For each smooth curve $\gamma: I \to \M$, the connection determines a unique operator

$D_t: \mathfrak{X}(\gamma) \to \mathfrak{X}(\gamma) \, ,$

called the covariant derivative along $\gamma$, satisfying (i) linearity over $\R$, (ii) Leibniz rule, and (iii) if it $V \in \mathfrak{X}(\gamma)$ is extendible, then for all $\tilde{V}$ of $V$, we have that $ D_t V(t) = \nabla_{\gamma’(t)} \tilde{V}$.

For every smooth curve $\gamma: I \to \M$, we define the acceleration of $\gamma$ to be the vector field $D_t \gamma’$ along $\gamma$. A smooth curve $\gamma$ is called a geodesic with respect to $\nabla$ if its acceleration is zero, i.e. $D_t \gamma’ = 0 \enspace \forall t \in I$. In term of smooth coordinates $\{x^i\}$, if we write $\gamma$ in term of its components $\gamma(t) := \{x^1(t), \dots, x^n(t) \}$, then it follows that $\gamma$ is a geodesic if and only if its component functions satisfy the following geodesic equation:

$\ddot{x}^k(t) + \dot{x}^i(t) \, \dot{x}^j(t) \, \Gamma^k_{ij}(x(t)) = 0 \, ,$

where we use $x(t)$ as an abbreviation for $\{x^1(t), \dots, x^n(t)\}$. Observe that, this gives us a hint that to compute a geodesic we need to solve a system of second-order ODE for the real-valued functions $x^1, \dots, x^n$.

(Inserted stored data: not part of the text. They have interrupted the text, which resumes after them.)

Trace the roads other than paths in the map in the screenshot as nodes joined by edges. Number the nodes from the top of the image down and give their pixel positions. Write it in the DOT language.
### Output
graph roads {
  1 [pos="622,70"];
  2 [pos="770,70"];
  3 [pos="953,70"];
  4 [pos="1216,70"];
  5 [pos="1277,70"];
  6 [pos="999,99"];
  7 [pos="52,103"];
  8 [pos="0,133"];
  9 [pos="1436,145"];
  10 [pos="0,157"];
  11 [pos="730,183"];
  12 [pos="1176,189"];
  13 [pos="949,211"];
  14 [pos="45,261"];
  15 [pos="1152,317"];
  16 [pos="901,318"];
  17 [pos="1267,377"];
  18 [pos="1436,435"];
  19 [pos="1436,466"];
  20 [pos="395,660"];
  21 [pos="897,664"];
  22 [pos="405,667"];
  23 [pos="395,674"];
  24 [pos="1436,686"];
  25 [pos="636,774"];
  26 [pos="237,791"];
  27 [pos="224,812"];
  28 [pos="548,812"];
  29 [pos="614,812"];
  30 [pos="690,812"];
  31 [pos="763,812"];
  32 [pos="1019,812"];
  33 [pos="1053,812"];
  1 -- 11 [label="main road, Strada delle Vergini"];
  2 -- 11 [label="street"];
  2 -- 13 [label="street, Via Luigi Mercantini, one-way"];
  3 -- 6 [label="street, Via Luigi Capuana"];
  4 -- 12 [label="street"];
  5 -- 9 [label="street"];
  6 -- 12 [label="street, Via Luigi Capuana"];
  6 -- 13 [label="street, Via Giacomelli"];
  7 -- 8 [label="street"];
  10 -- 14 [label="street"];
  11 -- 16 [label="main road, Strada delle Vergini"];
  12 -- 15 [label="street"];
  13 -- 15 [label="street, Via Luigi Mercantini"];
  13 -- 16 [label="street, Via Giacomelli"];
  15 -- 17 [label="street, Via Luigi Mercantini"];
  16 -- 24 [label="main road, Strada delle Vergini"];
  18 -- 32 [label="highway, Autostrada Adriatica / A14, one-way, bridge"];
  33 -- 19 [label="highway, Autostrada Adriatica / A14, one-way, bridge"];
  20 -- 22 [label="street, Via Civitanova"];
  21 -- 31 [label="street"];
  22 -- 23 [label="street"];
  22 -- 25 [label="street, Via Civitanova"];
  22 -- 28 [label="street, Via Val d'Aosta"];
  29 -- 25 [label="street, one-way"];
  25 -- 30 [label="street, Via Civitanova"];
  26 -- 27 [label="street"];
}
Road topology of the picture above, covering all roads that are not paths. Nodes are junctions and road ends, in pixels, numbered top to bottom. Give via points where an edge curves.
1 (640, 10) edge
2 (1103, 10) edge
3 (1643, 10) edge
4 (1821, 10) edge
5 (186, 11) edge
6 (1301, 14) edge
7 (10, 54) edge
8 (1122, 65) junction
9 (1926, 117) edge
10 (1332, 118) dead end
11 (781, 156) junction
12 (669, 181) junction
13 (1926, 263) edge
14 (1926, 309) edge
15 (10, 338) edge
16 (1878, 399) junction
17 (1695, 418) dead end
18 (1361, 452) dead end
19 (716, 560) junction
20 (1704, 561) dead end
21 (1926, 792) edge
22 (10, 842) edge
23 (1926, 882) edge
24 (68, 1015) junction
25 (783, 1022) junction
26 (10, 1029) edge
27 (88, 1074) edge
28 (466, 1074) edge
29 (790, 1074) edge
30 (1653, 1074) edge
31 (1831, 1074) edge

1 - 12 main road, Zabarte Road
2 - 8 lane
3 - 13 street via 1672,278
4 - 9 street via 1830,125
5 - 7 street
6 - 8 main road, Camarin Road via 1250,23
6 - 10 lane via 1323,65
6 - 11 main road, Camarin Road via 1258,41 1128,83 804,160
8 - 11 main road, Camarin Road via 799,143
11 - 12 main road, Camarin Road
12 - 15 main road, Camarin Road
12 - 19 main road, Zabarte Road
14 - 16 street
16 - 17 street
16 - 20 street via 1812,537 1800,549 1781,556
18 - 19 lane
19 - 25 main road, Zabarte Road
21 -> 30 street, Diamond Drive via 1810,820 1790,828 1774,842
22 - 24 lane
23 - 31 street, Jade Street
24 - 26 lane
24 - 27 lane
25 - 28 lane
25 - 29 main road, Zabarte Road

Suppose $\gamma: [a, b] \to \M$ is a smooth curve segment with domain in the interval $[a, b]$. The length of $\gamma$ is

$L_g (\gamma) := \int_a^b \norm{\gamma'(t)}_g \, dt \, ,$

where $\gamma’$ is the derivative (the velocity vector) of $\gamma$. We can then use curve segments as “measuring tapes” to measure the Riemannian distance from $p$ to $q$ for any $p, q \in \M$$

$d_g(p, q) := \inf \, \{L_g(\gamma) \, \vert \, \gamma: [a, b] \to \M \enspace \text{s.t.} \enspace \gamma(a) = p, \, \gamma(b) = q\} \, ,$

over all curve segments $\gamma$ which have endpoints at $p$ and $q$. We call the particular $\gamma$ such that $L_g(\gamma) = d_g(p, q)$ as the length-minimizing curve. We can show that all geodesics are locally length-minimizing, and all length-minimizing curves are geodesics.

Parallel transport

Let $(\M, g)$ be a Riemannian manifold with affine connection $\nabla$. A smooth vector field $V$ along a smooth curve $\gamma: I \to \M$ is said to be parallel along $\gamma$ if $D_t V = 0$ for all $t \in I$. Notice that a geodesic can then be said to be a curve whose velocity vector field is parallel along the curve.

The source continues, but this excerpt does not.